One of the most unique opportunities a university can offer to its students is studying abroad. Very few people would have the ability to take a time out of their lives to fully experience another country and culture for three months (and get course credit for it!) after they are finished with college. Here at University of Tulsa we have the Center for Global Education that supports students as they prepare for study abroad that many Deaf Education majors and minors take advantage of (this semester we have a student in Europe and another in South America – next semester Deaf Education majors will be traveling to Australia and New Zealand!). But we also have a unique opportunities for Deaf Education students in specific – the option to study abroad in Siena, Italy where students spend a semester in the Deaf Studies Department at the Siena School for Liberal Arts. Students who take advantage of this opportunity will be enrolled to learn Italian Sign Language as well as Italian Deaf History and Culture.
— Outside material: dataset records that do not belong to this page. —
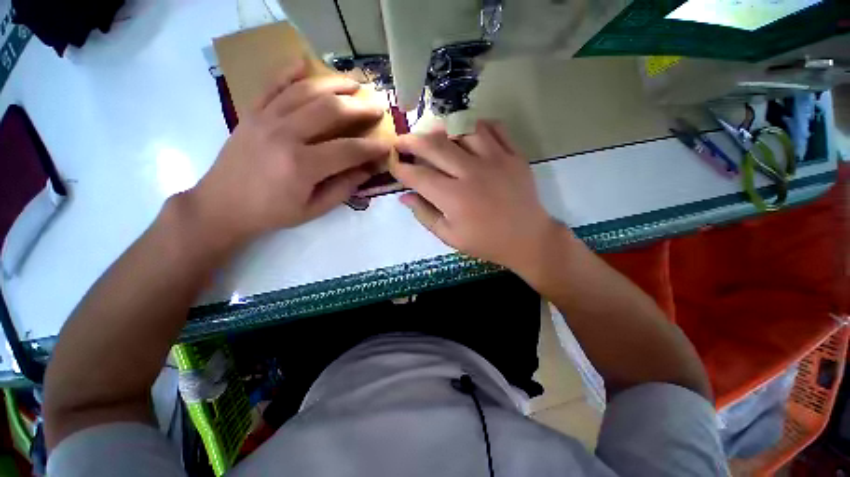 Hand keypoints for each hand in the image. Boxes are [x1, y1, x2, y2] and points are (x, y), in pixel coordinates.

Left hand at [187, 61, 390, 248]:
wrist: (222, 205)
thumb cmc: (272, 212)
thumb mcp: (314, 209)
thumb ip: (343, 188)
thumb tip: (367, 170)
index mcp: (302, 165)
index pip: (348, 150)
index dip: (372, 147)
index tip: (388, 144)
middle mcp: (285, 135)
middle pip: (330, 111)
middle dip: (359, 107)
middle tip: (378, 106)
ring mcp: (266, 119)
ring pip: (305, 91)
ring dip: (334, 84)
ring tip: (354, 83)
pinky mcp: (252, 113)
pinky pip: (272, 85)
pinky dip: (289, 71)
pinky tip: (304, 62)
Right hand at [391, 121, 563, 270]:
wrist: (527, 239)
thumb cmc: (486, 242)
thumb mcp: (450, 236)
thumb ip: (425, 215)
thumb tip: (404, 197)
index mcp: (453, 197)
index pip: (418, 175)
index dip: (400, 168)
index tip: (393, 164)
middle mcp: (471, 172)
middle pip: (434, 146)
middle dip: (411, 141)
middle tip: (402, 142)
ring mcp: (495, 159)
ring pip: (462, 129)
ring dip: (442, 131)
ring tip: (434, 137)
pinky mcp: (514, 154)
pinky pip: (493, 128)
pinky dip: (476, 126)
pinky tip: (467, 134)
There is a Deaf Education minor currently studying at Siena – you can read about her experiences so far here!

Another opportunity for Deaf Education students to study “abroad” includes a two week trip to study at Gallaudet, the only liberal arts college specifically for Deaf and Hard of Hearing students located in Washington DC. This trip is an opportunity to Deaf Education students to spend two weeks immersed in ASL, Deaf culture, and take advantage of lectures and events occurring on Gallaudet campus.

In the Deaf Education program at TU, we are very proud of these unique opportunities to study in other countries and cultures, using non-native languages. Feel free to contact the faculty to learn more about them!

Meeting Laurent Clerc’s great, great granddaughter

In our Deaf Education program, Dr. Sharon Baker teaches a course in the spring on Deaf History and Culture. Throughout this course, students learn about the history of Deaf people (primarily but not exclusively in the United States), watch films about Deafness, and learn about cultural norms and practices among Deaf people.

This year, we were excited to learn that the great, great granddaughter of an important figure in Deaf history, Laurent Clerc (for more information on this important figure, click here), is a librarian at the Oklahoma School for the Deaf, and was available to video conference with our students! Those enrolled in the course were joined by some upperclassmen students and Jessica Scott, the other professor in the Deaf Education program.

photo[1]Sue Galloway was so kind in giving her time to speak to our students. She was able to share some amazing documents of Laurent Clerc’s, including a list of important figures in the United States that he met and a family album) as well as other keepsakes of his. She also shared her story of learning that he was her relative and how this brought her to the field of Deaf Education.

We were so lucky to be able to virtually meet her and learn about her experiences and family! Thanks so much to Sue Galloway for taking the time to join our class!